My parents are not perfect. Surprise!
This post, however, is going to mainly be about my mom. My dad and I, while close, never had the type of relationship where we talk about boys or sex or feminism too much. (Although he does send me articles he comes across about feminist issues, which is really sweet.)
Whenever my mom watched TV or a movie with me or my sister and there was a sex scene, she’d be all, “That’s bad, they shouldn’t be doing that.” I assume this would be different if the couple were married, but I can’t think of a time when that came up.
My mom is fairly liberal. She is definitely in favor of comprehensive sex ed. I don’t think she would condemn consenting adults for having pre-marital sex. But it was made perfectly clear to my sister and I that sex was bad. She gave me a chastity ring in eighth grade. She didn’t notice things like how terrible my self esteem and outlook on life were at the time, but she thought it was important to tell me not to have sex. This particular conversation emphasized the badness of oral sex, and how it is “all about the man” (no, I’ve never asked her if she knows about cunnilingus).

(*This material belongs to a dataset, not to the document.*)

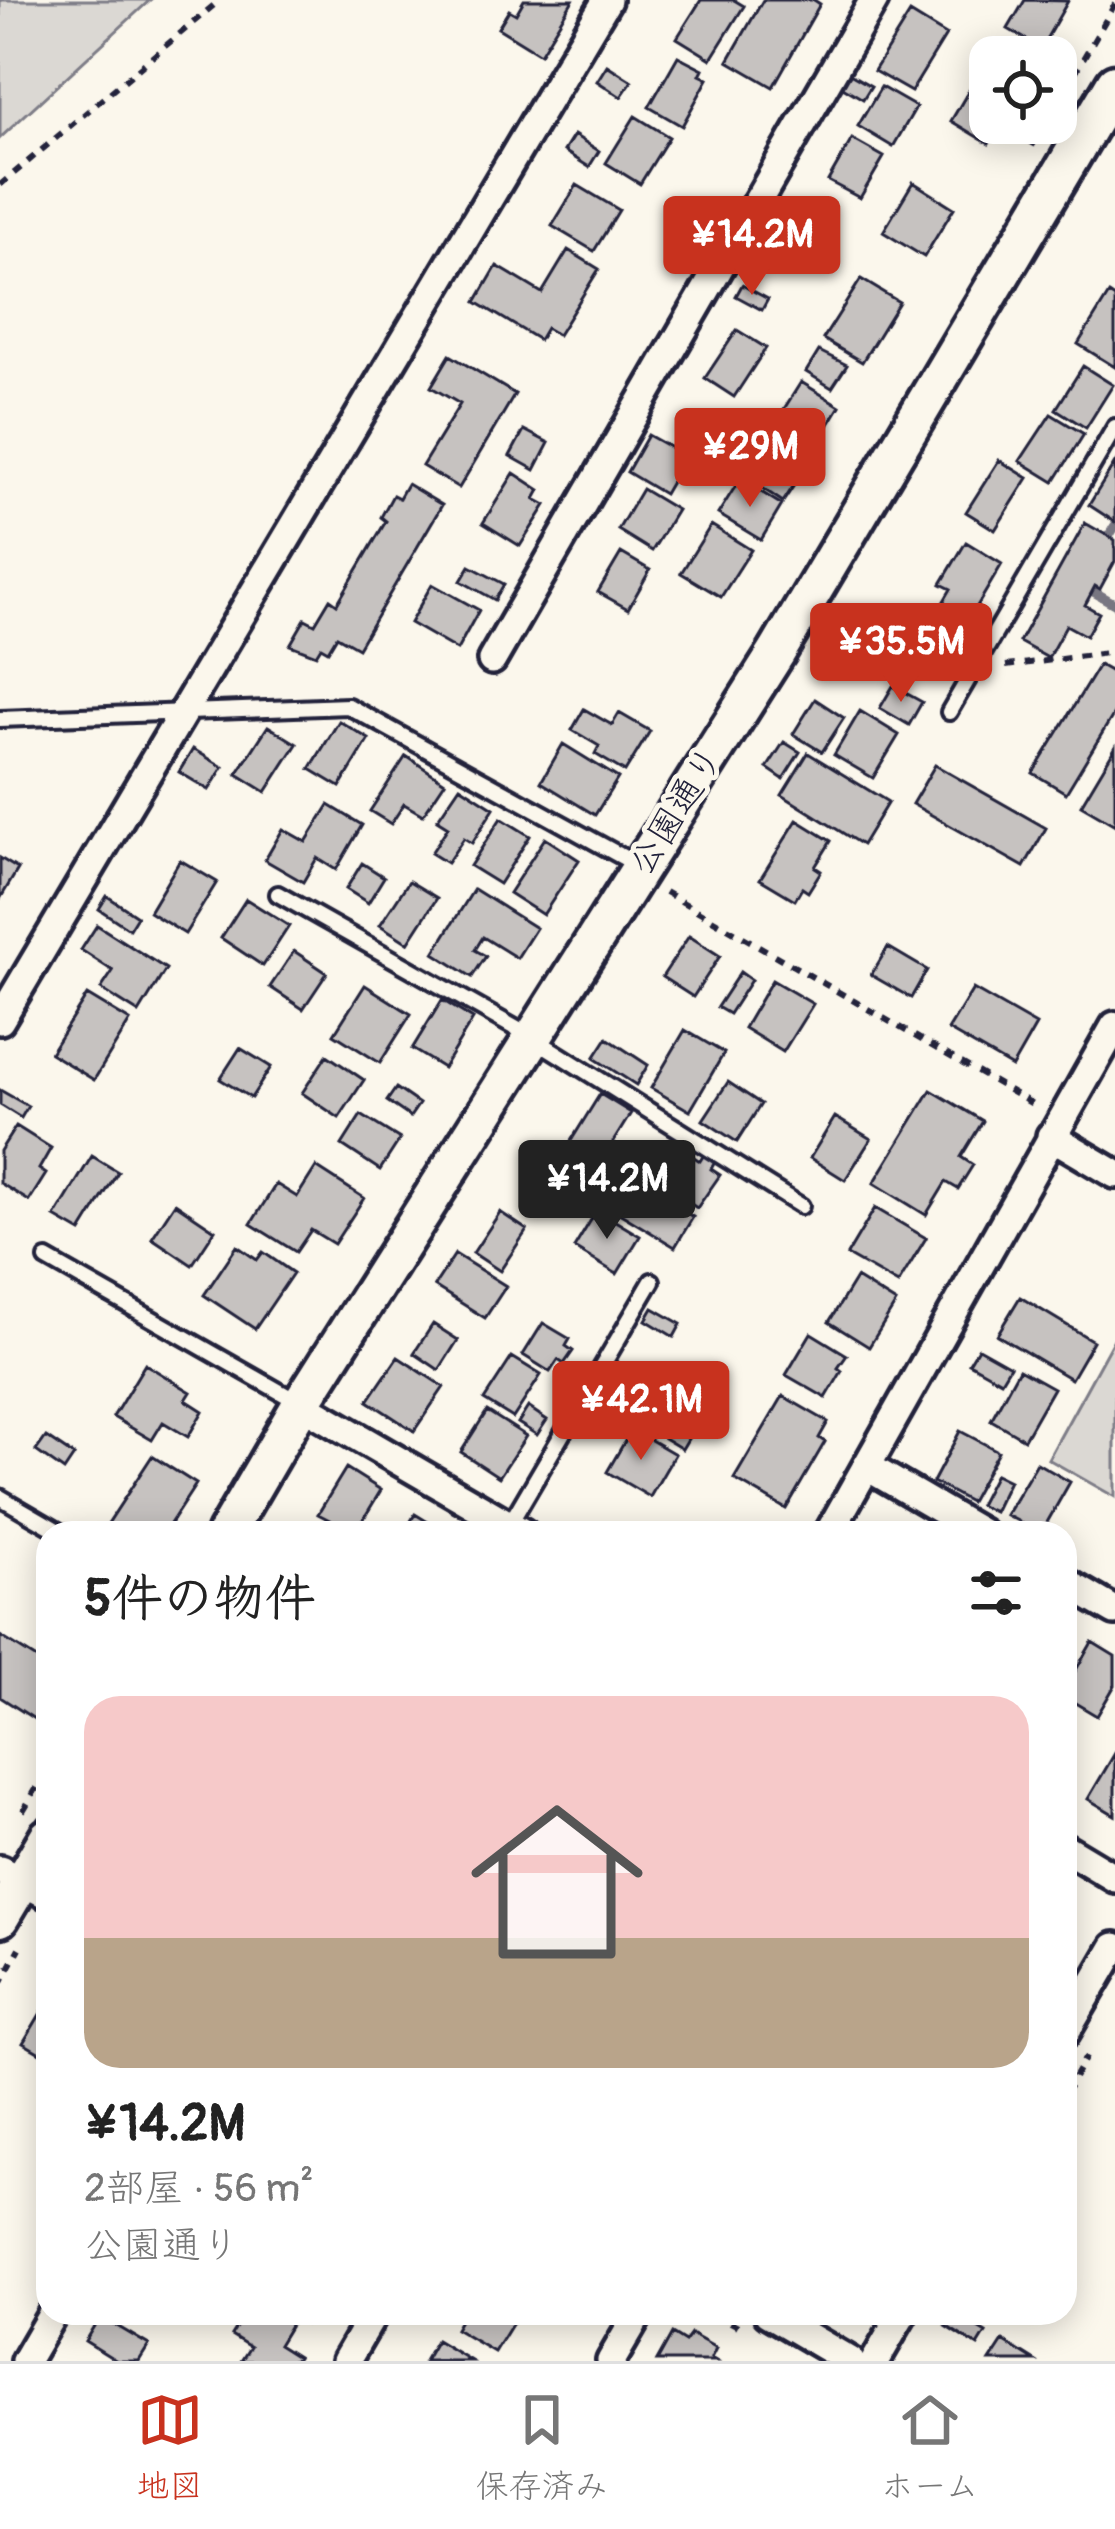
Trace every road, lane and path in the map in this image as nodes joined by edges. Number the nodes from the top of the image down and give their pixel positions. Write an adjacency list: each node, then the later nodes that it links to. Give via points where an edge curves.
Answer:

After I’d gone away to college and started learning more about gender issues, I had an interesting conversation with her about my brother. At one point in high school, my brother had wanted to wear eye liner, and my parents were strongly against it. This conversation took place about four years later, and I mentioned to my mom that it seemed very narrow-minded of her. She responded with something like, “Well, I figured if he really wanted to do it, he would anyway.”
This planted a thought in my head. What if my mom felt the same way about sex? What if she felt that, as a parent, she was supposed to be an anti-sex force in my life, but that I’d have other influences and make my own decisions regardless?

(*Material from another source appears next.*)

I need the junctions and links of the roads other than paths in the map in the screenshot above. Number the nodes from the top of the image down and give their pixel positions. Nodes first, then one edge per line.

If that’s the case, I think that’s terrible. Maybe she underestimated how much influence her opinions had on me, for way longer than I’d like to admit. I developed some really unhealthy ideas about sex that took a lot of working through. And at this point, I don’t ever want to talk to my mother about my sex life. Ever. She has made it clear to me that she is not a safe confidante for this kind of thing. And I’m not saying that I think kids and their parents should be able to share intimate details about their sex lives. I mean, I can’t say, “Hey, I should get tested for STDs, can I bill this through the insurance?” to her, because even the best case scenario there still involves me divulging information that I feel uncomfortable divulging to her. And that’s clearly not good.
I don’t know if there’s a moral here. I don’t know if there’s an ideal way for this to work, but I know that I disagree with the choices my parents made here. I know that parenting is always an experiment, but it’s upsetting to look back at conversations and see them as clearly harmful.